__Your assignment__
The data below should be restated word for word, with every picture omitted.

[Saved data entries]
=== Begin Enclosure ===

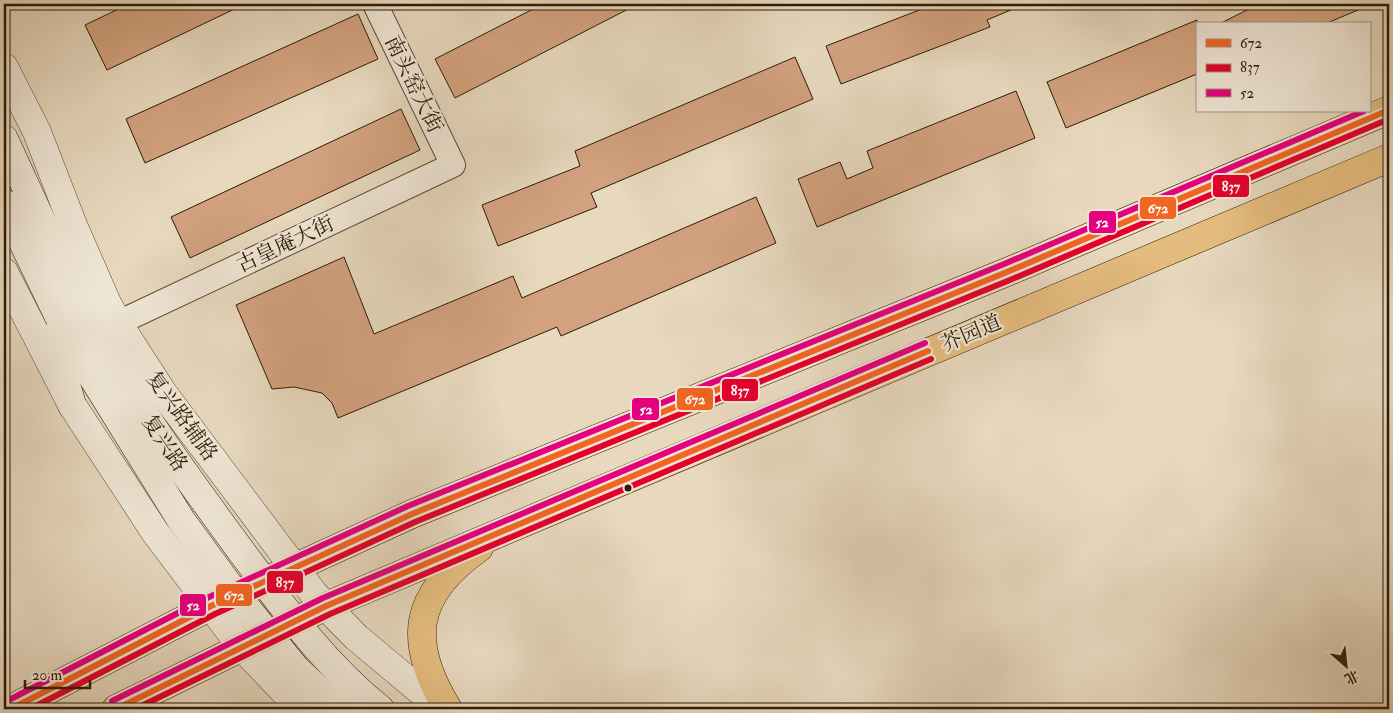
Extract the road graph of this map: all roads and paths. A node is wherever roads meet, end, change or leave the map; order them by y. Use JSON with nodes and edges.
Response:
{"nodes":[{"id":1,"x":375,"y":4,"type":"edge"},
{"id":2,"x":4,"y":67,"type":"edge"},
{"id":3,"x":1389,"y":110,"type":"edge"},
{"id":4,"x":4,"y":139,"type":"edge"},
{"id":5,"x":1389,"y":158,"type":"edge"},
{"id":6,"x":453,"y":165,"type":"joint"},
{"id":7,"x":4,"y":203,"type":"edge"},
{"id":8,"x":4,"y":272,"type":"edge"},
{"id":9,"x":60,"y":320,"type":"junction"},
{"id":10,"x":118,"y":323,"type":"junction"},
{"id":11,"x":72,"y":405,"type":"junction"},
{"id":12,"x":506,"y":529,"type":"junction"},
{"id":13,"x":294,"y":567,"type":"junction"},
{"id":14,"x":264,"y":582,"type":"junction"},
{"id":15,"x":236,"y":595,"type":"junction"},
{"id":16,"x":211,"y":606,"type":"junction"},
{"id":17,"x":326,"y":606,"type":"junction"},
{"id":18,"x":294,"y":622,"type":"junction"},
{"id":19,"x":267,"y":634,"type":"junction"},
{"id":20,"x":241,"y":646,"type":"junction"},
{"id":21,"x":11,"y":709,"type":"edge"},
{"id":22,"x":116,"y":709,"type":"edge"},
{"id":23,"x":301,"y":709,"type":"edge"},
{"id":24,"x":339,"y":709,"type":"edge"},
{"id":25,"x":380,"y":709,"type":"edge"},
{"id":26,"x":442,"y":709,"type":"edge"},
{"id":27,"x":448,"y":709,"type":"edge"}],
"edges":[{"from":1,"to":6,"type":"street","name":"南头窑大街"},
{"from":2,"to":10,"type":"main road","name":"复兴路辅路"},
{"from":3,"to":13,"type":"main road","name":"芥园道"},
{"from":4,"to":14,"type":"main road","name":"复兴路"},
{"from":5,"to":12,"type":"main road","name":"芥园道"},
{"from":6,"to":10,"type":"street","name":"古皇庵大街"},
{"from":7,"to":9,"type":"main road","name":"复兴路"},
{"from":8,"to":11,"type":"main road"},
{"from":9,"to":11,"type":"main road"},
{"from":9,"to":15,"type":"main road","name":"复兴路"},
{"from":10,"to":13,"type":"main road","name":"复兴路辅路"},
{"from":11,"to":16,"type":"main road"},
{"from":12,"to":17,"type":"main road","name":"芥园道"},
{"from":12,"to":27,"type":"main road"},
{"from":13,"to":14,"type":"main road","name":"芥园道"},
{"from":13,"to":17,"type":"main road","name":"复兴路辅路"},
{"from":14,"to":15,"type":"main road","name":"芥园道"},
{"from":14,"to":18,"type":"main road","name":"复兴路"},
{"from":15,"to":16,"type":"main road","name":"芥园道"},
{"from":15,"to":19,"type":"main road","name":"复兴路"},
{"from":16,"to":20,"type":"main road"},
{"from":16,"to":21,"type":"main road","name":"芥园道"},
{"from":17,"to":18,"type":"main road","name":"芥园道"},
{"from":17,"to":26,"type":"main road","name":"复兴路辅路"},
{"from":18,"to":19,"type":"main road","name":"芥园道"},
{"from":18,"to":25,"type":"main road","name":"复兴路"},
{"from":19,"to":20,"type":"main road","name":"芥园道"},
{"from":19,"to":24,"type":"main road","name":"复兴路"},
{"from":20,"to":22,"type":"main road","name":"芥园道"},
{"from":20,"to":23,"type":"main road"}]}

=== End Enclosure ===

__Written response__
Extract the road graph of this map: all roads and paths. A node is wherever roads meet, end, change or leave the map; order them by y. Use JSON with nodes and edges.
Response:
{"nodes":[{"id":1,"x":375,"y":4,"type":"edge"},
{"id":2,"x":4,"y":67,"type":"edge"},
{"id":3,"x":1389,"y":110,"type":"edge"},
{"id":4,"x":4,"y":139,"type":"edge"},
{"id":5,"x":1389,"y":158,"type":"edge"},
{"id":6,"x":453,"y":165,"type":"joint"},
{"id":7,"x":4,"y":203,"type":"edge"},
{"id":8,"x":4,"y":272,"type":"edge"},
{"id":9,"x":60,"y":320,"type":"junction"},
{"id":10,"x":118,"y":323,"type":"junction"},
{"id":11,"x":72,"y":405,"type":"junction"},
{"id":12,"x":506,"y":529,"type":"junction"},
{"id":13,"x":294,"y":567,"type":"junction"},
{"id":14,"x":264,"y":582,"type":"junction"},
{"id":15,"x":236,"y":595,"type":"junction"},
{"id":16,"x":211,"y":606,"type":"junction"},
{"id":17,"x":326,"y":606,"type":"junction"},
{"id":18,"x":294,"y":622,"type":"junction"},
{"id":19,"x":267,"y":634,"type":"junction"},
{"id":20,"x":241,"y":646,"type":"junction"},
{"id":21,"x":11,"y":709,"type":"edge"},
{"id":22,"x":116,"y":709,"type":"edge"},
{"id":23,"x":301,"y":709,"type":"edge"},
{"id":24,"x":339,"y":709,"type":"edge"},
{"id":25,"x":380,"y":709,"type":"edge"},
{"id":26,"x":442,"y":709,"type":"edge"},
{"id":27,"x":448,"y":709,"type":"edge"}],
"edges":[{"from":1,"to":6,"type":"street","name":"南头窑大街"},
{"from":2,"to":10,"type":"main road","name":"复兴路辅路"},
{"from":3,"to":13,"type":"main road","name":"芥园道"},
{"from":4,"to":14,"type":"main road","name":"复兴路"},
{"from":5,"to":12,"type":"main road","name":"芥园道"},
{"from":6,"to":10,"type":"street","name":"古皇庵大街"},
{"from":7,"to":9,"type":"main road","name":"复兴路"},
{"from":8,"to":11,"type":"main road"},
{"from":9,"to":11,"type":"main road"},
{"from":9,"to":15,"type":"main road","name":"复兴路"},
{"from":10,"to":13,"type":"main road","name":"复兴路辅路"},
{"from":11,"to":16,"type":"main road"},
{"from":12,"to":17,"type":"main road","name":"芥园道"},
{"from":12,"to":27,"type":"main road"},
{"from":13,"to":14,"type":"main road","name":"芥园道"},
{"from":13,"to":17,"type":"main road","name":"复兴路辅路"},
{"from":14,"to":15,"type":"main road","name":"芥园道"},
{"from":14,"to":18,"type":"main road","name":"复兴路"},
{"from":15,"to":16,"type":"main road","name":"芥园道"},
{"from":15,"to":19,"type":"main road","name":"复兴路"},
{"from":16,"to":20,"type":"main road"},
{"from":16,"to":21,"type":"main road","name":"芥园道"},
{"from":17,"to":18,"type":"main road","name":"芥园道"},
{"from":17,"to":26,"type":"main road","name":"复兴路辅路"},
{"from":18,"to":19,"type":"main road","name":"芥园道"},
{"from":18,"to":25,"type":"main road","name":"复兴路"},
{"from":19,"to":20,"type":"main road","name":"芥园道"},
{"from":19,"to":24,"type":"main road","name":"复兴路"},
{"from":20,"to":22,"type":"main road","name":"芥园道"},
{"from":20,"to":23,"type":"main road"}]}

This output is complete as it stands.